Work to be completed ▸
Pictures aside, every line of the listing should be given again exactly.
___ The data
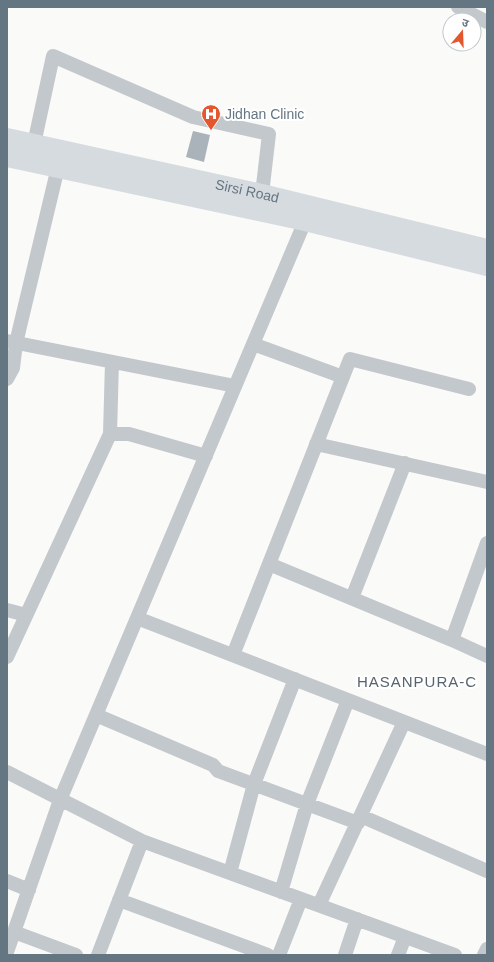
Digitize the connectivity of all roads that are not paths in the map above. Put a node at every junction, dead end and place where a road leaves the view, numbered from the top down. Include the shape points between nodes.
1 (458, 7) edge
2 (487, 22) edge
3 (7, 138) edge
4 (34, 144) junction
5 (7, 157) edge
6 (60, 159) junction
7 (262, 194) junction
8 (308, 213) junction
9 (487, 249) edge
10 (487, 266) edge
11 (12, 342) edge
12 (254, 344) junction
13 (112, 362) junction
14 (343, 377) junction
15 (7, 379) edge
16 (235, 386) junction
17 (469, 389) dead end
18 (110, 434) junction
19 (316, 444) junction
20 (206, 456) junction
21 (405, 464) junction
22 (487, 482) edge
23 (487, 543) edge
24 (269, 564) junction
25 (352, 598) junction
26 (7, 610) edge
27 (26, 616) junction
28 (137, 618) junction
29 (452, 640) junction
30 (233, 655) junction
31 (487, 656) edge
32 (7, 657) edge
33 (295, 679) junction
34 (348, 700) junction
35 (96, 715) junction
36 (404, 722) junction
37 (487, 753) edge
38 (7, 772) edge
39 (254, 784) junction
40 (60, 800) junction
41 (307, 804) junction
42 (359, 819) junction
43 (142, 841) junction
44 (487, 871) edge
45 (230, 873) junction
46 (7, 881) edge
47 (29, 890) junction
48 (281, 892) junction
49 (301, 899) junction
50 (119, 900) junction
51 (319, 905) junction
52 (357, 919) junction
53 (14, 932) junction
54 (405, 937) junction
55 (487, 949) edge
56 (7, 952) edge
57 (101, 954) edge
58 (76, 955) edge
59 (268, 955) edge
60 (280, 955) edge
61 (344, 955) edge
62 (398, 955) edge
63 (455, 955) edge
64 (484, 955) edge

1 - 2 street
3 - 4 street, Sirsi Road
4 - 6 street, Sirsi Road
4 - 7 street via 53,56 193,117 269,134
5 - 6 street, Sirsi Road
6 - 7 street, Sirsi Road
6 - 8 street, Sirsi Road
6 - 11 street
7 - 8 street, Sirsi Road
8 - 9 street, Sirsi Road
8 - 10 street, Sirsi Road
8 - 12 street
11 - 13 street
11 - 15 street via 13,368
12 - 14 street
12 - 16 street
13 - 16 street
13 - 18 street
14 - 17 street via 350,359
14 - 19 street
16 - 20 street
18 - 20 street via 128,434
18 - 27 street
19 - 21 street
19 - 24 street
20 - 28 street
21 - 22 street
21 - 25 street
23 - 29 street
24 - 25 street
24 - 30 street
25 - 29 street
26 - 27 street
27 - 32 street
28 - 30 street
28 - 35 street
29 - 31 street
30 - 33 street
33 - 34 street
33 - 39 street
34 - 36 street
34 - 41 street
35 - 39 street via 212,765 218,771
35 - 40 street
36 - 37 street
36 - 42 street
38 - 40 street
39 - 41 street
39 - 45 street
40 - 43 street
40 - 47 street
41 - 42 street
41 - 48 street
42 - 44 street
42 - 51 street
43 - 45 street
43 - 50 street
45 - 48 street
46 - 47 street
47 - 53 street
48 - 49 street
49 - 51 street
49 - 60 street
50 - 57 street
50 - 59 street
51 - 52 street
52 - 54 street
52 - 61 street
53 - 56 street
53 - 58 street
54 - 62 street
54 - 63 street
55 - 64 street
______
Exercise result ▸
Digitize the connectivity of all roads that are not paths in the map above. Put a node at every junction, dead end and place where a road leaves the view, numbered from the top down. Include the shape points between nodes.
1 (458, 7) edge
2 (487, 22) edge
3 (7, 138) edge
4 (34, 144) junction
5 (7, 157) edge
6 (60, 159) junction
7 (262, 194) junction
8 (308, 213) junction
9 (487, 249) edge
10 (487, 266) edge
11 (12, 342) edge
12 (254, 344) junction
13 (112, 362) junction
14 (343, 377) junction
15 (7, 379) edge
16 (235, 386) junction
17 (469, 389) dead end
18 (110, 434) junction
19 (316, 444) junction
20 (206, 456) junction
21 (405, 464) junction
22 (487, 482) edge
23 (487, 543) edge
24 (269, 564) junction
25 (352, 598) junction
26 (7, 610) edge
27 (26, 616) junction
28 (137, 618) junction
29 (452, 640) junction
30 (233, 655) junction
31 (487, 656) edge
32 (7, 657) edge
33 (295, 679) junction
34 (348, 700) junction
35 (96, 715) junction
36 (404, 722) junction
37 (487, 753) edge
38 (7, 772) edge
39 (254, 784) junction
40 (60, 800) junction
41 (307, 804) junction
42 (359, 819) junction
43 (142, 841) junction
44 (487, 871) edge
45 (230, 873) junction
46 (7, 881) edge
47 (29, 890) junction
48 (281, 892) junction
49 (301, 899) junction
50 (119, 900) junction
51 (319, 905) junction
52 (357, 919) junction
53 (14, 932) junction
54 (405, 937) junction
55 (487, 949) edge
56 (7, 952) edge
57 (101, 954) edge
58 (76, 955) edge
59 (268, 955) edge
60 (280, 955) edge
61 (344, 955) edge
62 (398, 955) edge
63 (455, 955) edge
64 (484, 955) edge

1 - 2 street
3 - 4 street, Sirsi Road
4 - 6 street, Sirsi Road
4 - 7 street via 53,56 193,117 269,134
5 - 6 street, Sirsi Road
6 - 7 street, Sirsi Road
6 - 8 street, Sirsi Road
6 - 11 street
7 - 8 street, Sirsi Road
8 - 9 street, Sirsi Road
8 - 10 street, Sirsi Road
8 - 12 street
11 - 13 street
11 - 15 street via 13,368
12 - 14 street
12 - 16 street
13 - 16 street
13 - 18 street
14 - 17 street via 350,359
14 - 19 street
16 - 20 street
18 - 20 street via 128,434
18 - 27 street
19 - 21 street
19 - 24 street
20 - 28 street
21 - 22 street
21 - 25 street
23 - 29 street
24 - 25 street
24 - 30 street
25 - 29 street
26 - 27 street
27 - 32 street
28 - 30 street
28 - 35 street
29 - 31 street
30 - 33 street
33 - 34 street
33 - 39 street
34 - 36 street
34 - 41 street
35 - 39 street via 212,765 218,771
35 - 40 street
36 - 37 street
36 - 42 street
38 - 40 street
39 - 41 street
39 - 45 street
40 - 43 street
40 - 47 street
41 - 42 street
41 - 48 street
42 - 44 street
42 - 51 street
43 - 45 street
43 - 50 street
45 - 48 street
46 - 47 street
47 - 53 street
48 - 49 street
49 - 51 street
49 - 60 street
50 - 57 street
50 - 59 street
51 - 52 street
52 - 54 street
52 - 61 street
53 - 56 street
53 - 58 street
54 - 62 street
54 - 63 street
55 - 64 street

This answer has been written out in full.